Knockdown of endogenous TRAF3

The sequences of the TRAF3 siRNA were designed by RIBOBIO (Guangzhou, China) as following: sense, (5′−3′) 5′-GGAAGAUUCGCGACUACAAdTdT-3′ and antisense, 3′-dTdTCCUUCUAAGCGCUGAUGUU-5′. Recombinant lentivirus expressing either vector (GV248) or GV248 subcloned with TRAF3 siRNA was constructed by GENE Corporation (Shanghai, China). According to the manufacturer’s instructions, lenti-shTRAF3 (shTRAF3) and negative control (shNC) with package vectors were transfected into HEK-293 T cells for 72 h. Lentivirus supernatants were harvested and used to infect BEAS-2B cells with 2 μg/ml polybrene for 48 h. The cells were cultured with 2 μg/ml puromycin (Thermofish Scientific) in the medium for 7 days to construct TRAF3 down-regulated cells (BEAS-2B- shTRAF3), as well as negative control cells BEAS-2B- shNC.

Migration assay

Beas-2B cells were seeded onto transwell inserts (Corning, 3422) in 24-well plates and incubated for 48 h. The inserts were washed with PBS, and non-migrating cells were wiped off from the top side. Migrated cells were fixed with 4% paraformaldehyde and stained with 0.1% crystal violet solution, and nuclei were counted.

Colony formation assay

Beas-2B cells were plated on 6-well plates with a density of 300 cells per well in triplicate. After 2 weeks, the cells were fixed with 4% polyformaldehyde, and then stained with freshly prepared diluted 0.1% crystal violet solution for 20 min. After rinsing with distilled water, colonies of 50 or more cells were counted under a stereomicroscope.

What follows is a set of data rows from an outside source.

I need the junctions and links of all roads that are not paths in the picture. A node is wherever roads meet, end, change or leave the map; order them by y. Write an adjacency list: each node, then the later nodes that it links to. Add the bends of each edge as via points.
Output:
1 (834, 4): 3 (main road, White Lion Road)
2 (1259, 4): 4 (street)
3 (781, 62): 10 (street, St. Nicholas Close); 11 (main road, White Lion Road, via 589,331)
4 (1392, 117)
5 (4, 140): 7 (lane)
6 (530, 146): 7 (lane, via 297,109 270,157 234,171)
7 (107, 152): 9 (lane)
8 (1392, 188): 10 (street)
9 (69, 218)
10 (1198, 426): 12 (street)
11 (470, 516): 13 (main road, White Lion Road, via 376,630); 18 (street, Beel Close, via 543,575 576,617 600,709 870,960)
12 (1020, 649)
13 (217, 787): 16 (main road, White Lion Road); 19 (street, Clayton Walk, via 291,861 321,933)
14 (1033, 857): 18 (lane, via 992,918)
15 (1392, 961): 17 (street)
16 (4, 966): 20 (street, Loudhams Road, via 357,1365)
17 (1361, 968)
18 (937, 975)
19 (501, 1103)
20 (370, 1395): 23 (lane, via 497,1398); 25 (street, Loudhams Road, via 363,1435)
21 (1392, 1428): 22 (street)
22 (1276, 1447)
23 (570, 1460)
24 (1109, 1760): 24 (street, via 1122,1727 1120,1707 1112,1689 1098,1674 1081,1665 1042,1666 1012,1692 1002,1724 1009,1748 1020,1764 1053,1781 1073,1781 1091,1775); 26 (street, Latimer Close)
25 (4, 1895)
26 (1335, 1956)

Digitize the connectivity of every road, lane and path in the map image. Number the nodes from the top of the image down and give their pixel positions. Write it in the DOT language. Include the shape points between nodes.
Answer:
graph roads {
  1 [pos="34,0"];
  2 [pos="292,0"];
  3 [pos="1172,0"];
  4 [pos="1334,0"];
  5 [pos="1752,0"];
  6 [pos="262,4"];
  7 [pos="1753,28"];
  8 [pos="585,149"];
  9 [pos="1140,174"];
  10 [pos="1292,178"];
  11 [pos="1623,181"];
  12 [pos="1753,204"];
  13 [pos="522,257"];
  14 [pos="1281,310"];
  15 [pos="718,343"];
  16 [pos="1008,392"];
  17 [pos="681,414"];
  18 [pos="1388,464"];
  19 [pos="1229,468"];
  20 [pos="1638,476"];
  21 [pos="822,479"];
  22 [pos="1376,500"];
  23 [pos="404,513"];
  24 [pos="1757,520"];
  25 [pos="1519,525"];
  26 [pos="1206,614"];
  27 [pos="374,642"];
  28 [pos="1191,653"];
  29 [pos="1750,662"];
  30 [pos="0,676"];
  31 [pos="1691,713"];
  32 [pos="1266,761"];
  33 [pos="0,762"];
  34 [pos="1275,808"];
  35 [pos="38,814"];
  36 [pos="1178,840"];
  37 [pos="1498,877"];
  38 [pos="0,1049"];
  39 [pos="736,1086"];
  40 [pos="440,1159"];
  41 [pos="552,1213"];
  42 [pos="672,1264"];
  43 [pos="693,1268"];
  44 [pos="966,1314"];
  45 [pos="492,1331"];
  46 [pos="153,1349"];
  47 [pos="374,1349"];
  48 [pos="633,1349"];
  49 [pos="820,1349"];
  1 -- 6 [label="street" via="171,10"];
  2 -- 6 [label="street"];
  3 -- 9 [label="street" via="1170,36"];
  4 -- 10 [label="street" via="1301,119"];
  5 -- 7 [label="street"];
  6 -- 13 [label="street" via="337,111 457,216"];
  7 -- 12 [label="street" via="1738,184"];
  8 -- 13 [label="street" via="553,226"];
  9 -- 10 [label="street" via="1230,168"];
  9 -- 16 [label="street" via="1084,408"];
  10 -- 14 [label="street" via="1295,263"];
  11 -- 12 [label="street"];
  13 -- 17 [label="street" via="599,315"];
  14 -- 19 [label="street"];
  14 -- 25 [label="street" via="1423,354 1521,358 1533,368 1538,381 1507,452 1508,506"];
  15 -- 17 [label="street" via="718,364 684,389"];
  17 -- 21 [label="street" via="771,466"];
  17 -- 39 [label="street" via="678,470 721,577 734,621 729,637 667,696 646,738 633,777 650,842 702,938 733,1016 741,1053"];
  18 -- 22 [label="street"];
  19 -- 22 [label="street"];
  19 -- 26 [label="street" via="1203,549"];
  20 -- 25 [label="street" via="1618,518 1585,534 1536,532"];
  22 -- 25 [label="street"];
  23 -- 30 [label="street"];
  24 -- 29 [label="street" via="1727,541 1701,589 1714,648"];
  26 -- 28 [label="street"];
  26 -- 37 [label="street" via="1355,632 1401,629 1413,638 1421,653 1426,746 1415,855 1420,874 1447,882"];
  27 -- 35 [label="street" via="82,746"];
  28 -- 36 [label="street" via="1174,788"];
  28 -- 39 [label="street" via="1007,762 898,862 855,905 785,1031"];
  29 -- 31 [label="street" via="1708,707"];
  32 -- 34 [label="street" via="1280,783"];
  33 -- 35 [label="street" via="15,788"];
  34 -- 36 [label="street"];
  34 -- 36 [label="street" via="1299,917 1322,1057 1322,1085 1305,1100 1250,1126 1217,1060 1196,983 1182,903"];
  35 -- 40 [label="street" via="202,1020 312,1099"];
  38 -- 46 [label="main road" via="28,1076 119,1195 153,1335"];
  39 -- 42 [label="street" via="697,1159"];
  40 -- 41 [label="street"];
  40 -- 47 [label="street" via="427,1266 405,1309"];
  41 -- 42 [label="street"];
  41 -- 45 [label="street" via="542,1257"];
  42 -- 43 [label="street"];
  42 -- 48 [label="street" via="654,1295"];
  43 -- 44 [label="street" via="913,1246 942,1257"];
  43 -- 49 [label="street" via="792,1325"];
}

Short-term cell proliferation assays

Beas-2B cells were seeded on the 96-well plates at optimized confluence in triplicate and were grown for a total of 4 days. 3-(4, 5-dimethylthiazol-2-yl)−2, 5-diphenyltetrazolium bromide (MTT) incorporation was performed to quantify the number of cells according to the manufacturer’s guidance (Thermofish Scientific).

Western blotting

The whole-cell lysates were prepared with extraction buffer (50 mM Tris-HCl, pH 7.4, 150 mM NaCl and 0.5% Nonidet P-40) supplemented with complete protease and phosphatase inhibitor cocktail (Roche). The procedures for standard western blotting were performed according to the manufacturer’s guidance. The antibodies specific for TRAF3 (Cat#: 4729, 1:1000 dilution), P100 (Cat#, 4882, 1:1000 dilution), P52 (Cat#, 4882, 1:1000 dilution), IKβα (Cat#, 2859, 1:1000 dilution), and β-actin (Cat#, 4970, 1:1000 dilution) were purchased from Cell Signaling Technologies, USA. The uncropped and unprocessed scans of Fig. 4c are shown in Supplementary Fig. 16.

Statistical analysis

Two-tailed Student’s t-test and Fisher’s exact test were used for continuous and discrete variables, respectively. Pearson’s chi-squared test was used for comparison of response rate difference. And survival probability and difference were analyzed using log-rank test and a Cox proportional hazards model (multi-variate analysis). All statistical analysis was done with standard R packages. A two-sided p-value of <0.05 defined statistical significance.